A housing loan plays a significant role in the transaction to purchase a home. Every person invests the largest ever in their lives to buy a house. A mortgage loan is essential to getting the dream of owning a house fulfilled.

By virtue of the RBI increasing its repo rate, the interest on housing loans jumped to 9.5 to 10%, up from 6.5% four or five years ago. The EMIs have also increased correspondingly.

All banks and financial institutions have transferred the burden of increased rates of interest on home loans to the borrowers. As a result, their EMIs have increased. But the question is: how to reduce the EMI burden? Let us see what options are there to ease the burden!

Home loan transfer

Before making a decision to get the loan transferred to another bank, the beneficiaries should conduct a comparative study of the rates of interest being offered by various banks. If any bank were to offer loans at a lower rate of interest, they could get the home loan transferred to that bank. A decision should be taken after weighing the benefits and finding out whether any charges apply to them. Currently, some banks have reduced their processing charges, and some banks are not charging the fees at all.

Home loans attract two rates of interest: a fixed rate of interest and a floating rate of interest.
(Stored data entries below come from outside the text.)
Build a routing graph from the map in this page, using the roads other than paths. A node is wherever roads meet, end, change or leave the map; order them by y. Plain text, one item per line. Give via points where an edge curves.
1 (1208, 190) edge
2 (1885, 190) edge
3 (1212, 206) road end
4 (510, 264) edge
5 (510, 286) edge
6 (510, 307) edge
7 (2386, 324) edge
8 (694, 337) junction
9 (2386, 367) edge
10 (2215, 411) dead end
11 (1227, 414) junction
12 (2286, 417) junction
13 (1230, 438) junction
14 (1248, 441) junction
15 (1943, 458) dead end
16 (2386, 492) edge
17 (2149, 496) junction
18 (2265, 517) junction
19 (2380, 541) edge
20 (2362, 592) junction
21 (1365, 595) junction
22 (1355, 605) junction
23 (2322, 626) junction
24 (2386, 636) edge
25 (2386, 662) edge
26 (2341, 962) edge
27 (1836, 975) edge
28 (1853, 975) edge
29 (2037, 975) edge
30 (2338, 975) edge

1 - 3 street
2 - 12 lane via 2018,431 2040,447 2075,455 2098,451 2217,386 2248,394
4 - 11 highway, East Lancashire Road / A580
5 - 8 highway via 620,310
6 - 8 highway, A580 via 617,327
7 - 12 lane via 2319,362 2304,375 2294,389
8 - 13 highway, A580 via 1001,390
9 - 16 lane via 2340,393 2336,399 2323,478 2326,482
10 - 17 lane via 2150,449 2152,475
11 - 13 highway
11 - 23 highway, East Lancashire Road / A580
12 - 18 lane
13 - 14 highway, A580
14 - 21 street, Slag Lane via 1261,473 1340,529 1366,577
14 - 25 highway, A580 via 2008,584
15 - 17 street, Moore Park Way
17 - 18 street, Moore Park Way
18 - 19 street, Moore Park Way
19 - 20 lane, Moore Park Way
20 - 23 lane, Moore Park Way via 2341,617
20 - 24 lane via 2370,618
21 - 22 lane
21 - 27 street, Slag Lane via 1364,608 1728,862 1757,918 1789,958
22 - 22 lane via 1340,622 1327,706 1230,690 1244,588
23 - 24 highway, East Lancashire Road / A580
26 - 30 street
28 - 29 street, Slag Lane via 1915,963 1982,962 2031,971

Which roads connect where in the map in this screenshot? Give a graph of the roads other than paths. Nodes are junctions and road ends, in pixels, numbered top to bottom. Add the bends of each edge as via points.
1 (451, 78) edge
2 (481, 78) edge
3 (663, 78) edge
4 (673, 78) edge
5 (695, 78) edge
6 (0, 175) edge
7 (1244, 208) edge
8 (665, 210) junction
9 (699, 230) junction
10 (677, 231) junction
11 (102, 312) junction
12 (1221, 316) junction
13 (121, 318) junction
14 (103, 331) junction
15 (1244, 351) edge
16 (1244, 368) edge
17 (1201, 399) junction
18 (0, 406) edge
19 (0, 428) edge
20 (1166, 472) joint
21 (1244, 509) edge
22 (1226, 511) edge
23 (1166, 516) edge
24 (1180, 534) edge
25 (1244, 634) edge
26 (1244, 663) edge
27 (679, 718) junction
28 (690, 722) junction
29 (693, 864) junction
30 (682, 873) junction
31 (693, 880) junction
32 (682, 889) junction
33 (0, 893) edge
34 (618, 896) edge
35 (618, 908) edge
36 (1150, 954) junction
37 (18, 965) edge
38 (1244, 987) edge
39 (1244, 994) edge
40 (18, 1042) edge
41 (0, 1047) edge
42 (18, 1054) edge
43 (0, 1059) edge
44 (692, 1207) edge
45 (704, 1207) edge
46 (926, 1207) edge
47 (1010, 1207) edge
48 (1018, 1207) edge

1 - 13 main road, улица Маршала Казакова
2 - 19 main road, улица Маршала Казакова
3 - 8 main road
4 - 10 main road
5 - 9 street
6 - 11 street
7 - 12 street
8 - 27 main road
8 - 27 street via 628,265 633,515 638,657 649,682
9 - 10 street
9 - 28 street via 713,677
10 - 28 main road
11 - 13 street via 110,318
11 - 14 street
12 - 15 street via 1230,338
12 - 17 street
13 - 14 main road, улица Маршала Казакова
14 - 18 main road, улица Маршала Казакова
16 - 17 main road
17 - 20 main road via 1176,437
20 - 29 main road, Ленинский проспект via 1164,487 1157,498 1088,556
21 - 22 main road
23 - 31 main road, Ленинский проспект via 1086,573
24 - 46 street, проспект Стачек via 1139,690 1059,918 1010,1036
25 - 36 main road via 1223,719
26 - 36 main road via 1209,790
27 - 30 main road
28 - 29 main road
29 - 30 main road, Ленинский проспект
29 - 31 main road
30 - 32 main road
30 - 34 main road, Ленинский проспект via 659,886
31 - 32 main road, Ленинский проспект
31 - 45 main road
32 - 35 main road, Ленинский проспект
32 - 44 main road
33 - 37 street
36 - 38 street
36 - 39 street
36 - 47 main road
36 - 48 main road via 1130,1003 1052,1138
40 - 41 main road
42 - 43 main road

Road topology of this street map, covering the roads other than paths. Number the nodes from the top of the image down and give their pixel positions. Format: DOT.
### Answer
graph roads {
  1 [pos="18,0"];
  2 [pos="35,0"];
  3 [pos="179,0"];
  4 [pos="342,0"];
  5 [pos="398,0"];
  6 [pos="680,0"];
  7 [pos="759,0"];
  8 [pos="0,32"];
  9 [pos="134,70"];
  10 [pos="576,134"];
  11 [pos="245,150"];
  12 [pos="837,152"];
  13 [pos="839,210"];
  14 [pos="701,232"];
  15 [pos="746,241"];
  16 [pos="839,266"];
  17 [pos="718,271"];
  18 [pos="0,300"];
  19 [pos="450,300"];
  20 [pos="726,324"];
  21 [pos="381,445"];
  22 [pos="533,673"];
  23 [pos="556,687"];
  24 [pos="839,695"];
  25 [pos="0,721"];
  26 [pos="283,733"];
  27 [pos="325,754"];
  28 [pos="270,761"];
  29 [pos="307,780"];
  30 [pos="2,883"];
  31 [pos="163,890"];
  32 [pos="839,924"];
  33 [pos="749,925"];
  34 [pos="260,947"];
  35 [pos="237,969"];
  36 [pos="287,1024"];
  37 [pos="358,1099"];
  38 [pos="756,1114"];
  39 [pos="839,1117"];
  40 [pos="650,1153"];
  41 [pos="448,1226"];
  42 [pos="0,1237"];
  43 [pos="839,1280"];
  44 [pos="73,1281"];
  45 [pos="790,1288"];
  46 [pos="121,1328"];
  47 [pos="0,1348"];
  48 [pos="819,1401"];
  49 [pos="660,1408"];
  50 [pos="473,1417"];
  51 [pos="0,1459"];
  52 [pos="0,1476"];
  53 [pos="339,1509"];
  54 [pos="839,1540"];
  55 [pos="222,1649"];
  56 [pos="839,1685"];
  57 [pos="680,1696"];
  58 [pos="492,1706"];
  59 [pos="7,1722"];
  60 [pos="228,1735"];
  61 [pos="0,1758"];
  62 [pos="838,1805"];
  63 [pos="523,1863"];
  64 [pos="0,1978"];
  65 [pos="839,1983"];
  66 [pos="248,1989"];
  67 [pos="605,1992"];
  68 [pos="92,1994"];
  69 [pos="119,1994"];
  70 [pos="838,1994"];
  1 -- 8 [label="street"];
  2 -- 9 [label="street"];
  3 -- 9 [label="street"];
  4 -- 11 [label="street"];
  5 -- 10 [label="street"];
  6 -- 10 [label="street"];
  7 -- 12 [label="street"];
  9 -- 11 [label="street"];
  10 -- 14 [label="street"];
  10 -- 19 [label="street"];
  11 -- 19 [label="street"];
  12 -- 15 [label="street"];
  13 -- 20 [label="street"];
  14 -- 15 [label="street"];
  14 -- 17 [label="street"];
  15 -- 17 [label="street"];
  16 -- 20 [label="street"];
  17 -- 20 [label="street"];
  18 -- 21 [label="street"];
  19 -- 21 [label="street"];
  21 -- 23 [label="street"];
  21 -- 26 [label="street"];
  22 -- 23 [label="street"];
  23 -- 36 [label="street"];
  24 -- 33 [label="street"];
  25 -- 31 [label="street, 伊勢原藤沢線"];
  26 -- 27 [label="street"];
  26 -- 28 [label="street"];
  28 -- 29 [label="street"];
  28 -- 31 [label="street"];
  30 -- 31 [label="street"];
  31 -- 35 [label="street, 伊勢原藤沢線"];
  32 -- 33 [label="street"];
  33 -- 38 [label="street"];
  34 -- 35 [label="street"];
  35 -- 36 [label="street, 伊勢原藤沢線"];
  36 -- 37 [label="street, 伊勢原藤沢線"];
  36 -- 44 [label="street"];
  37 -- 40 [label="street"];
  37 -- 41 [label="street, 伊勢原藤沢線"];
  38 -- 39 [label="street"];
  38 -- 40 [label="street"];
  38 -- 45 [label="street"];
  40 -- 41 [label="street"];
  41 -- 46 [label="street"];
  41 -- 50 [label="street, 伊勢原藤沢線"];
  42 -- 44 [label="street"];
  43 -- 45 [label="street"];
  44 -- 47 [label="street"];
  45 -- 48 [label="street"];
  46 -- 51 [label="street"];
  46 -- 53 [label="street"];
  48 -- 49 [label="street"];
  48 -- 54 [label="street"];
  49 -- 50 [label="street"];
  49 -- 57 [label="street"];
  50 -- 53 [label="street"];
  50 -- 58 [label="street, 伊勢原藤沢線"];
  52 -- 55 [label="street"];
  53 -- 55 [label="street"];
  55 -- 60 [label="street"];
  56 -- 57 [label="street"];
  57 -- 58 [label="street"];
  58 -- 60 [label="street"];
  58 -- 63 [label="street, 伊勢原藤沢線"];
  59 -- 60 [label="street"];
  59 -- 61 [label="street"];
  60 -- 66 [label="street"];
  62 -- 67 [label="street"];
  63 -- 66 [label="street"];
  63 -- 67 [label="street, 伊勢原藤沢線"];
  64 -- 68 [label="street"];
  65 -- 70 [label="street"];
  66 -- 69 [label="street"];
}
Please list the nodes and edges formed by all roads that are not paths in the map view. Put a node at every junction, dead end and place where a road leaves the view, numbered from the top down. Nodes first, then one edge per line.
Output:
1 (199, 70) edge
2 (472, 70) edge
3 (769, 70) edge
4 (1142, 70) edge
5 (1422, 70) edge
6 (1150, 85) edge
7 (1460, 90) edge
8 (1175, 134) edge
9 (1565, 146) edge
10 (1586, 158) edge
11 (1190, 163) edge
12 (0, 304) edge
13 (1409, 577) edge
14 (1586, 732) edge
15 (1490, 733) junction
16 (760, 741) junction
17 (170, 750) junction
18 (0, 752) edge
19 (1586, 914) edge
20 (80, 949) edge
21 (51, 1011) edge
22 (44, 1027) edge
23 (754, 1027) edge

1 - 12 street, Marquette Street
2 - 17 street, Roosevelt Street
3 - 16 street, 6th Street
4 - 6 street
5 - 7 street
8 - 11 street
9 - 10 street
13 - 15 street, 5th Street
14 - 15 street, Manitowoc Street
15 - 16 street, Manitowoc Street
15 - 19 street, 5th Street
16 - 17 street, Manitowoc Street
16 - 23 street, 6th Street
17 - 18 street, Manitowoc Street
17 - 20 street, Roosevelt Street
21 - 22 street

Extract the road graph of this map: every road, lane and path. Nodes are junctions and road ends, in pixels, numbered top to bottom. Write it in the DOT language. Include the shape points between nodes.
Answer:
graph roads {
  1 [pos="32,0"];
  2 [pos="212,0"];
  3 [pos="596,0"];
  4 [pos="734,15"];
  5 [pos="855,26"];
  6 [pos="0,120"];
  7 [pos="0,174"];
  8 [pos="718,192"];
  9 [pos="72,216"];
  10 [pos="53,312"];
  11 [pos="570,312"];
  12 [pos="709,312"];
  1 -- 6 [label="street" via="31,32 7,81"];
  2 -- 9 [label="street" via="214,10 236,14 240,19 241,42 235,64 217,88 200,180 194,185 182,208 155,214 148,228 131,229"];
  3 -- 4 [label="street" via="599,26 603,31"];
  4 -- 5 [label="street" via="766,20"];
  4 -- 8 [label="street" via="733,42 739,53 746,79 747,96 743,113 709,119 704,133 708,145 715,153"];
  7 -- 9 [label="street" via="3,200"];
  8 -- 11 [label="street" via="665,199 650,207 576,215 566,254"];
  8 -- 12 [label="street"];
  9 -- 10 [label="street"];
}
The floating rates of interest fluctuate with the repo rate fluctuations, as decided by the RBI. Under the fixed-rate system, the rate of interest is the same for the entire duration of the loan. Therefore, compared to floating rates of interest, the fixed rate of interest is pegged at 1.5–2% higher. Currently, many opt for a floating rate of interest. While banks collect 9.5–10% interest on home loans, non-banking financial institutions levy 10.5% interest on home loans. Depending on the quantum of the loan, duration, credit score, and other aspects, the rates of interest vary slightly from bank to bank.

Increased EMI vs. increase in loan tenure

Some banks prefer to increase the tenure of the loan when the rates of interest increase instead of hiking the EMI amount. In such a case, there would be no change in the EMI. But in the long run, the borrower pays more money to the bank. In such a case, the borrower should consult either the bank or the NBFC for a better deal. If the response is not encouraging, the borrower should toy with the idea of transferring the balance of the loan to other banks. If the rate of interest is low, more savings will be available to the borrower, who should make a decision after considering various factors.